Será porque se acercan las elecciones –aunque estamos en campaña permanente– o por otros intereses políticos que se nos escapan a los ciudadanos, pero lo cierto es que, al fin, el asunto de las okupaciones ha llegado al debate público.

Okupas los ha habido siempre, bien que eran algo residual y poco molesto, pero el fenómeno actual obliga a tomar cartas en el asunto. Y ¡oh, sorpresa!, Cataluña lidera las okupaciones (4 de cada 10, 21 diarias) en España, por delante de Andalucía, Valencia y Madrid. Es intolerable a la par que evidente que detrás de estas patadas a la puerta se esconden mafias.

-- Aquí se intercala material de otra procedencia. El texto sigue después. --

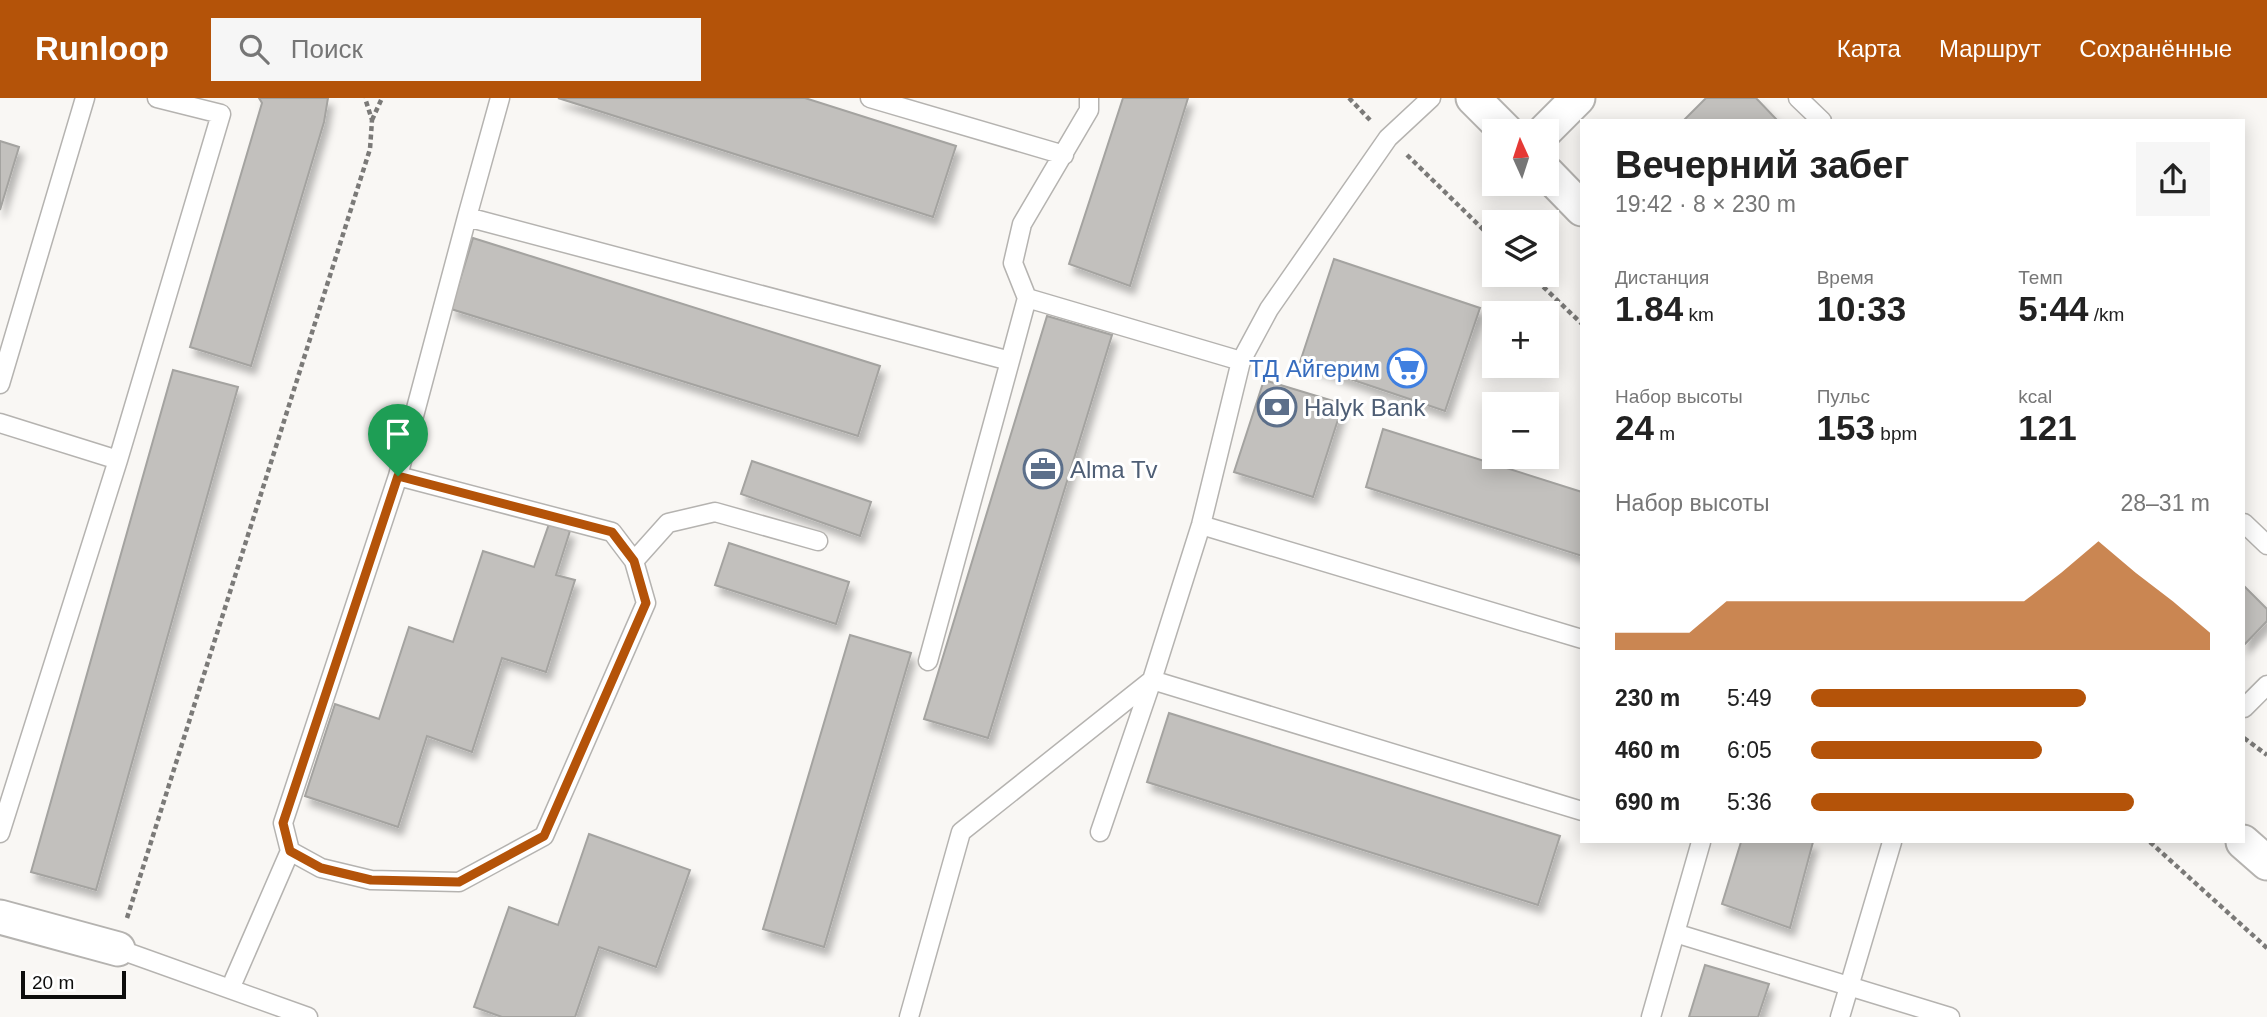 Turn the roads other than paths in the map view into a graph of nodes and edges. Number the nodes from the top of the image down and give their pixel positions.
1 (85, 98) edge
2 (157, 98) edge
3 (500, 98) edge
4 (870, 98) edge
5 (1089, 98) edge
6 (1431, 98) edge
7 (1473, 98) edge
8 (1578, 98) edge
9 (1798, 98) edge
10 (1494, 119) edge
11 (1557, 119) edge
12 (1820, 119) edge
13 (1064, 155) junction
14 (1559, 185) edge
15 (1580, 207) edge
16 (467, 217) junction
17 (1027, 298) junction
18 (1010, 361) junction
19 (1241, 361) junction
20 (0, 384) edge
21 (0, 423) edge
22 (118, 460) junction
23 (398, 476) junction
24 (2245, 524) edge
25 (1200, 525) junction
26 (818, 541) dead end
27 (2267, 545) edge
28 (634, 561) junction
29 (1580, 638) edge
30 (928, 661) dead end
31 (1152, 680) junction
32 (2267, 685) edge
33 (2245, 707) edge
34 (1580, 810) edge
35 (1100, 832) dead end
36 (0, 833) edge
37 (1892, 843) edge
38 (2244, 843) edge
39 (1700, 845) edge
40 (290, 851) junction
41 (2267, 863) edge
42 (0, 917) edge
43 (1675, 933) junction
44 (118, 949) joint
45 (1850, 985) junction
46 (230, 989) junction
47 (308, 1017) edge
48 (909, 1017) edge
49 (1651, 1017) edge
50 (1840, 1017) edge
51 (1950, 1017) edge

1 - 20 lane
2 - 22 lane
3 - 16 lane
4 - 13 lane
5 - 13 lane
6 - 19 lane
7 - 10 street
8 - 11 street
9 - 12 lane
13 - 17 lane
14 - 15 street
16 - 18 lane
16 - 23 lane
17 - 18 lane
17 - 19 lane
18 - 30 lane
19 - 25 lane
21 - 22 lane
22 - 36 lane
23 - 28 lane
23 - 40 lane
24 - 27 lane
25 - 29 lane
25 - 31 lane
26 - 28 lane
28 - 40 lane
31 - 34 lane
31 - 35 lane
31 - 48 lane
32 - 33 lane
37 - 45 lane
38 - 41 street
39 - 43 lane
40 - 46 lane
42 - 44 street
43 - 45 lane
43 - 49 lane
44 - 46 lane
45 - 50 lane
45 - 51 lane
46 - 47 lane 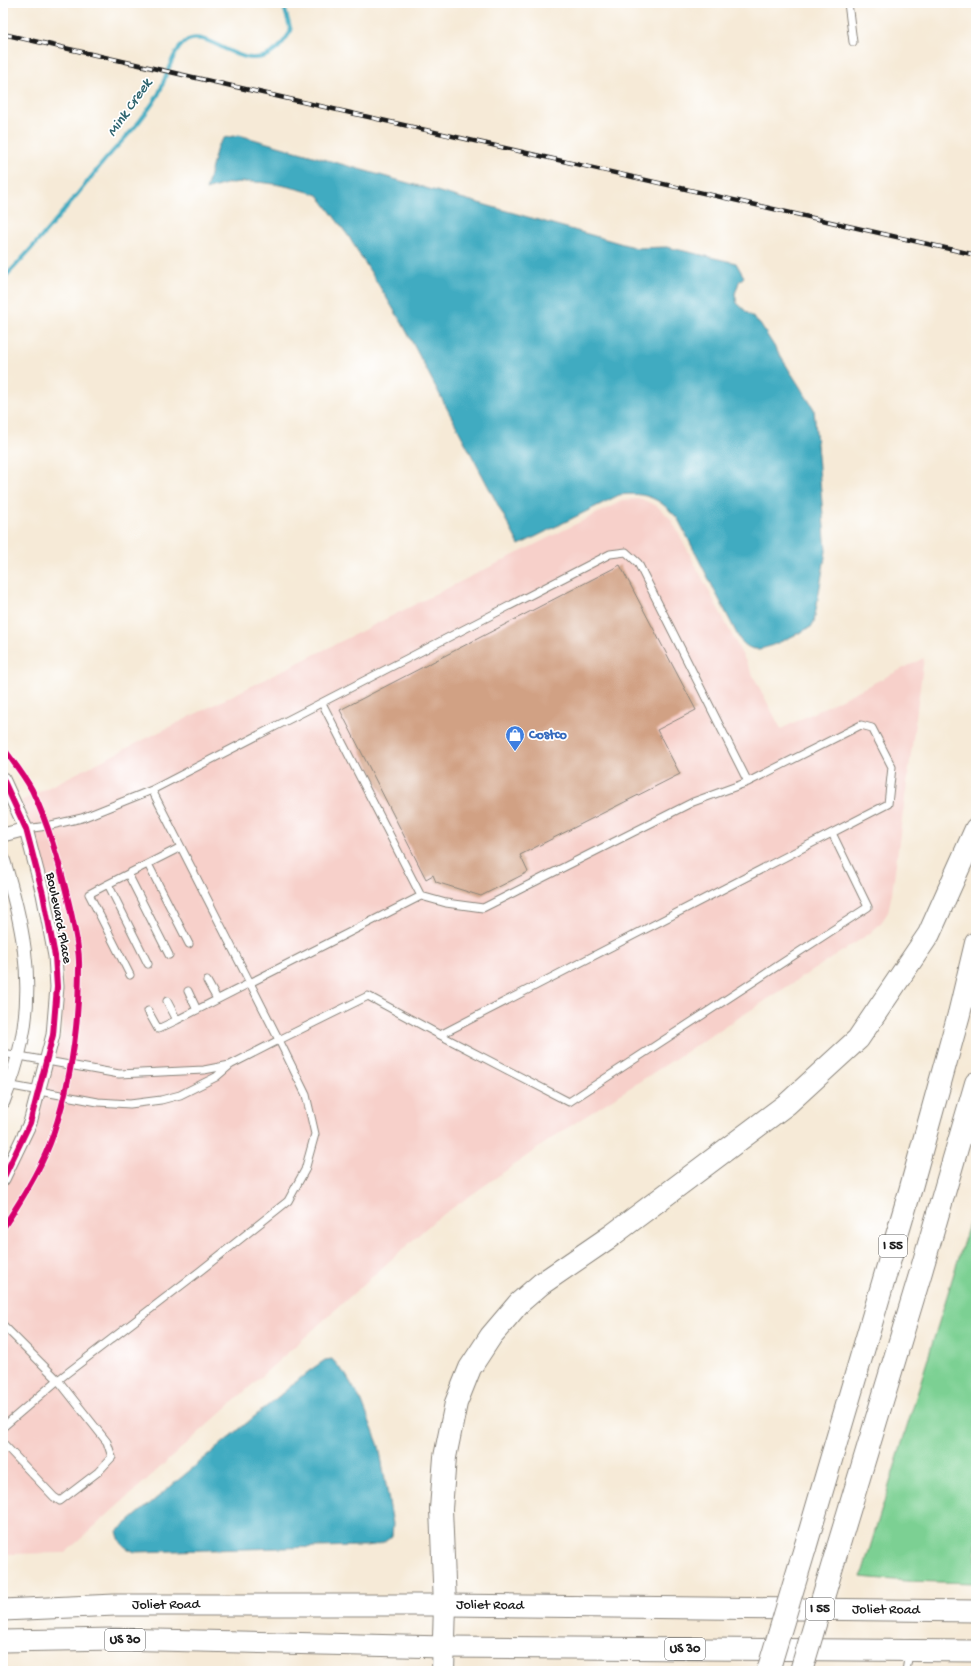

En este escenario, la Cataluña posprocés iba a ir un paso por delante en la lucha contra las ocupaciones ilegales, pero la ruptura del Govern ha dinamitado las iniciativas surgidas de Junts. Los nuevos equilibrios, con las presiones de los comunes, mantendrán la carta blanca para los delincuentes. No, rara vez es gente necesitada de un techo.

Este buenismo de los comunes dice dos cosas. La primera es que no tienen ni idea de la realidad okupacional del territorio. La segunda, que dan por bueno que haya decenas de personas que se instalen a la fuerza en domicilios ajenos; dicho de otro modo, asumen que existe mucha pobreza –Cataluña es una de las comunidades con más pobres– y consideran que fastidiar al propietario es un mal menor. “Que colaboren, ellos que tienen dos pisos”, consideran. ¿No debería la Administración encargarse de estos casos de miseria?

Como se ve, por la vía política, por ahora, hay poco que hacer, así que cada uno debe buscarse la vida si tiene la desgracia de que se le metan en casa. Lo de que la policía puede echar a los okupas dentro de las primeras 48 horas del allanamiento es mentira, no existe ninguna ley al respecto. Toca confiar en que la justicia no se demore. O negociar. O expulsarlos a la fuerza, aunque para ello hay que tener mucho coraje, uno nunca sabe con quién se enfrenta. No parece lo más sensato.

De todos modos, hay casos y casos. Y se ven a la legua. El okupa sinvergüenza, el problemático, el delincuente se pone chulo, conoce todos sus derechos y no tiene prisa en largarse. En cambio, el necesitado, el decente, seguro que es capaz de llegar a un acuerdo con el propietario, ya sea un alquiler bajo o un tiempo prudencial hasta encontrar otro lugar, aunque no es la solución. Malos tiempos para los propietarios y los vecinos que los sufren. Es curioso, pero estos temas nunca afectan a los políticos en primera persona.